Bikes: Marinoni, Paramounts, Raleigh Pros, Colnago, DeRosa, Gios, Masis, Pinarello, R. Sachs, Look, Falcon, D. Moulton, Witcomb, Woodrup, Atala, Motobecane, Bianchis, Fat City, Frejus, Follis, Waterford, Litespeed, d'Autremont, others, mostly '70s-'80s

Originally Posted by jPrichard10
Probably not worth the time and cost, but I have some smaller components that have lost their branding due to wear.

One of my favorite brake levers of all time, the NGC 202, has a nice looking "GC" on the front of the levers. Unfortunately, hands touch the brake levers fairly often! So this has worn away on a number of lever sets I have had.

Other common victims are Cyclone II derailleurs.

I'm currently selling a Trek 710 with all of the components listed above, and most of them have worn off.



Does anyone sell waterslide decals for smaller components like these?
​​​​​
Most of the simple black-on-aluminum graphics that started appearing on components in the 1980s were screen printed directly onto the metal. Before that, they were typically self-stick decals, and many of these are readily available from people who have reproduced them. Here's a pic of a first-generation Shimano 600 lever, created while Shimano's designers were still trying to get a handle on how to effectively copy the established European look, but still retained some of that unique Japanese flair. Of course, they were soon to demonstrate how to go Baroque-One-Better with the infamous and much-loved 600EX 'Arabesque' group from the "Giant Step Backwards School of Graphic Design!"

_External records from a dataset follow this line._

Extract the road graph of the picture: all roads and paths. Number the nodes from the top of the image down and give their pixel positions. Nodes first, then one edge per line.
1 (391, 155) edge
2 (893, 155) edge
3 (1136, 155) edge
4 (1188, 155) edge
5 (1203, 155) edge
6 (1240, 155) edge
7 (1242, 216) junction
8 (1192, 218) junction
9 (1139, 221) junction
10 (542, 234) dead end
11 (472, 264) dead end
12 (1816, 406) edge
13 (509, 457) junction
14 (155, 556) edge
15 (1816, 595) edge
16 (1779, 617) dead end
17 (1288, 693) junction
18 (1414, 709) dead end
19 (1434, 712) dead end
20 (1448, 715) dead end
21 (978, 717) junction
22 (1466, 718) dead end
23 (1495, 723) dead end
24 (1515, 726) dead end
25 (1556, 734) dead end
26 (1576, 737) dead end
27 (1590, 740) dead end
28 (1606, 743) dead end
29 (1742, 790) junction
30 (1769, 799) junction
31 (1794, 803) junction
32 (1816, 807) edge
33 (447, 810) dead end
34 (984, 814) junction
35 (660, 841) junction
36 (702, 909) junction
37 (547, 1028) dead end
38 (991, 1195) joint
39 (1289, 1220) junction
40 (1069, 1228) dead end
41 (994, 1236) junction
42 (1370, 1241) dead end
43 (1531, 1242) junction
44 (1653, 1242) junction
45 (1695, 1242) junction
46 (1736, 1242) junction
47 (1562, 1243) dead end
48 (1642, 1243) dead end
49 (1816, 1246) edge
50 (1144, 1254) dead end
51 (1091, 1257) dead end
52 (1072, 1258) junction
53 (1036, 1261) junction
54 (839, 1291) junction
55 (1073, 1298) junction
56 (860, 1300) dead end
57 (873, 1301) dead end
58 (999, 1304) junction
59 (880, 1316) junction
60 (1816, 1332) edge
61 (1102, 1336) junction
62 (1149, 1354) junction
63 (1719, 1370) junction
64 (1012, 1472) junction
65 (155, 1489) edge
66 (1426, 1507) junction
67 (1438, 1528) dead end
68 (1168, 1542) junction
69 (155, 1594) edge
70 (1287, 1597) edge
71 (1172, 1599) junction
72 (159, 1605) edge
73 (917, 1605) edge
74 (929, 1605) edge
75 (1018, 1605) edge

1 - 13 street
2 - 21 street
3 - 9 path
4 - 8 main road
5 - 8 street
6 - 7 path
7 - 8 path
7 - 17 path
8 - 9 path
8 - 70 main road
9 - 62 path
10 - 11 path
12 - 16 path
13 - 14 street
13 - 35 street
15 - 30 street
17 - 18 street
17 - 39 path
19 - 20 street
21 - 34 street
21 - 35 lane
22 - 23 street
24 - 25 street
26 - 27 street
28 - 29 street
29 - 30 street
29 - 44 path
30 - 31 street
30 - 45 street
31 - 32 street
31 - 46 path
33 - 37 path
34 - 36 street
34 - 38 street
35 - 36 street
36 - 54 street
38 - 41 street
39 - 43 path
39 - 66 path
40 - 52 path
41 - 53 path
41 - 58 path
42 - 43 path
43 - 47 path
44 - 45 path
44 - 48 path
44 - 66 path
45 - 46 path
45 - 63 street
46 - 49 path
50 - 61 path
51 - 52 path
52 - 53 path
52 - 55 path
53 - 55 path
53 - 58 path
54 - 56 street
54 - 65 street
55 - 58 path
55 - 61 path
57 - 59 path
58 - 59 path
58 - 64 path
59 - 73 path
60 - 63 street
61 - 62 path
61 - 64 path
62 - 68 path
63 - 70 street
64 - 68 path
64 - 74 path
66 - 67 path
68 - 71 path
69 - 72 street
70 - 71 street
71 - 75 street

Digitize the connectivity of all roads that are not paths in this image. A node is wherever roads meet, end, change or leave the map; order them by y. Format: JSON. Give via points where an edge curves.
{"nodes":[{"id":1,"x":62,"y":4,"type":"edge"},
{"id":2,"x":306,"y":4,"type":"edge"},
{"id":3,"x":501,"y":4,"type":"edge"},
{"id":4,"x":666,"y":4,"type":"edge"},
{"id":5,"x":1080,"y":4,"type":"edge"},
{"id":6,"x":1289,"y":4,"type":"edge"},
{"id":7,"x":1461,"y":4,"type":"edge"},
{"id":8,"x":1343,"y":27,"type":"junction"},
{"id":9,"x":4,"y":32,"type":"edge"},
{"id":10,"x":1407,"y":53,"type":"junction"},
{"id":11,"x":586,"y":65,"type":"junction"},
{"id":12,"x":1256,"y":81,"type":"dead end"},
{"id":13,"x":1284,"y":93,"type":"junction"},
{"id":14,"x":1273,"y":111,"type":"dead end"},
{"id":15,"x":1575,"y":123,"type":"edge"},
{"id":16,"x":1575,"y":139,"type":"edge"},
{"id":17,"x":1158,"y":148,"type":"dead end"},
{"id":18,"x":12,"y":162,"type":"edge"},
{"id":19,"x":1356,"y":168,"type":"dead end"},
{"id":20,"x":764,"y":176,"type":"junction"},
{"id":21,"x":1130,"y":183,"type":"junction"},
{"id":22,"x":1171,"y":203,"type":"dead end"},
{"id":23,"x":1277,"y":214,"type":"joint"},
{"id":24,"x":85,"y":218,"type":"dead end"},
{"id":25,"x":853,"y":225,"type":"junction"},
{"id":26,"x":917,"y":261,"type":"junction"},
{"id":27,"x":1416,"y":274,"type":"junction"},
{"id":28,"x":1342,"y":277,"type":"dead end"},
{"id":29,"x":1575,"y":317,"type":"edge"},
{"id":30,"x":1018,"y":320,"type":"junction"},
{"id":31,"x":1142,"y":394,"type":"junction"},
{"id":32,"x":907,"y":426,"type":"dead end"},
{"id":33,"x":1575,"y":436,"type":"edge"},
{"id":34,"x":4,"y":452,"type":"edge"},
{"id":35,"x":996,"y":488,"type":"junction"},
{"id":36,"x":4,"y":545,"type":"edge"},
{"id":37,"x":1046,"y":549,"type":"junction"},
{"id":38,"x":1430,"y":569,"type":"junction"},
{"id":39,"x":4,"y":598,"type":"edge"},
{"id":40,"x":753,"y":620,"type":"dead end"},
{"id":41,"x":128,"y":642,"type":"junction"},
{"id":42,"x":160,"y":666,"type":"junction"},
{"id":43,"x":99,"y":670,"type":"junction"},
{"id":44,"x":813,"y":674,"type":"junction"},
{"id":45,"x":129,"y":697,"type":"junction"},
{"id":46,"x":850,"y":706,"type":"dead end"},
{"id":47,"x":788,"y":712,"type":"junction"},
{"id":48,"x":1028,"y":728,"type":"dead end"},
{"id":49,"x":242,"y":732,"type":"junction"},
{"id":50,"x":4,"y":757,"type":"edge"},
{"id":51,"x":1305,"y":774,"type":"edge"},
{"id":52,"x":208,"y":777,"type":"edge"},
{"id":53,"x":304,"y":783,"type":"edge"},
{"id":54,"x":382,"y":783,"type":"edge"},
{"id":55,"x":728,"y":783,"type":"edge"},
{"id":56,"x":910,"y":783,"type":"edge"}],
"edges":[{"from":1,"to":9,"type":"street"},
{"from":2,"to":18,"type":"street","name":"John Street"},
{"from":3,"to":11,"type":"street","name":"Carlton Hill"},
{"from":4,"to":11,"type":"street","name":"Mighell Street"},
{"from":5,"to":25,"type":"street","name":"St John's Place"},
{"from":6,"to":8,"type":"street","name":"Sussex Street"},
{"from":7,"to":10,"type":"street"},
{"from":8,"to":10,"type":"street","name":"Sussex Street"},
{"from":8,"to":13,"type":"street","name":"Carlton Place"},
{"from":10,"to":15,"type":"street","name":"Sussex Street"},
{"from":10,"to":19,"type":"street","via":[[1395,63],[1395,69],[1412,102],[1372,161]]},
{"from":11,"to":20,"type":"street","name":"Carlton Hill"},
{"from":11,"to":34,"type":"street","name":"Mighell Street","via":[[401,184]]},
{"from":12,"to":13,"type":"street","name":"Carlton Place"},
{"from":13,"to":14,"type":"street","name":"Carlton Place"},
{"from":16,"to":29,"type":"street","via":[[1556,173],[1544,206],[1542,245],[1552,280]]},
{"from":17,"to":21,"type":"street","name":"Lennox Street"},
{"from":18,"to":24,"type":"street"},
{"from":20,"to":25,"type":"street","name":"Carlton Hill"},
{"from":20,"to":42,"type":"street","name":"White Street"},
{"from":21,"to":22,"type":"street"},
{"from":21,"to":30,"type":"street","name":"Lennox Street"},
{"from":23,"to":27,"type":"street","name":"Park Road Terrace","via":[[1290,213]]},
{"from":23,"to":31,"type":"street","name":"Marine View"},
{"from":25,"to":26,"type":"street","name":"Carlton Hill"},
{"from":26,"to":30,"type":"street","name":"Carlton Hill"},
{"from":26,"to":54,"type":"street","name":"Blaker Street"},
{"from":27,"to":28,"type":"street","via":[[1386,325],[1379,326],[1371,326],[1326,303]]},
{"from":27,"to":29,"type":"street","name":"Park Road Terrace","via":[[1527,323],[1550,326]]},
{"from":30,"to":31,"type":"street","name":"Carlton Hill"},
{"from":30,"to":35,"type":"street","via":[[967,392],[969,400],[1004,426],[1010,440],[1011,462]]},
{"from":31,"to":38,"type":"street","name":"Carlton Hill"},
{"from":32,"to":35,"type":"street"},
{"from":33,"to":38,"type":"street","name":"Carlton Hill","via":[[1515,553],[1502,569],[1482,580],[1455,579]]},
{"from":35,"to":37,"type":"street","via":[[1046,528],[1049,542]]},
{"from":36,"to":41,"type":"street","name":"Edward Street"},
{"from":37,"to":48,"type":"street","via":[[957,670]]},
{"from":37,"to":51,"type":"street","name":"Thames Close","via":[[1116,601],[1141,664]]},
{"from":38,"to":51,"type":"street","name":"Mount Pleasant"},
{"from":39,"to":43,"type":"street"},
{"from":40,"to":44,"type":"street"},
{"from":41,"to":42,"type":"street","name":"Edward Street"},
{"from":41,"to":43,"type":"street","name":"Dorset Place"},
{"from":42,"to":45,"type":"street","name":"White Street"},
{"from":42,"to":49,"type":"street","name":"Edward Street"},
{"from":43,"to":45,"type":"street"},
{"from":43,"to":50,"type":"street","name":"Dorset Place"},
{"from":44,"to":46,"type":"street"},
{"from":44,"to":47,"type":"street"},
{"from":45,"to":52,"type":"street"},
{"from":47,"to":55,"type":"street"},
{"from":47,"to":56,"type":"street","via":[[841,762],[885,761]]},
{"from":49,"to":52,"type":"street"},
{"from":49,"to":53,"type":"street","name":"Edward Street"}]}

Many years ago, I bought several pairs of Modolo brake levers that were surplus product from the Scott Mathauser brake days. I didn't like the name SCOTT screened onto the levers, so I scraped it off with a fingernail. Equally diking the now blank space, on a whim I cut a couple of Cs out of leftover bar wrap finishing tape and stuck them on to fill the void. To my surprise, they stayed on and looked good for most of the 15+ years, tens of thousands of miles, and multiple bike frames I rode with them on my foul-weather commuter. I felt I had really scored when a biking co-worker once commented "I didn't know Cinelli made brake levers."

Cinolo Brake Lever

When I had access to a laser engraver, I found that one could spray a piece of polished or plated metal with molybdenum disulfide dry lube, let it dry, then run it through the engraver. Then the moly can be easily cleaned off the areas not hit by the laser but will remain on the target areas. The resulting graphic is a bit on the brownish side, not true black, but it shows up nicely and wears about as well as most screen printed stuff. You might check if there's a maker space nearby that has one of these. They will probably call it a "laser cutter" but anything under a couple hundred watts is really an engraver. The trick would be sticking to flat surfaces kept perpendicular to the laser.

Last edited by sbarner; 11-29-24 at 09:00 AM.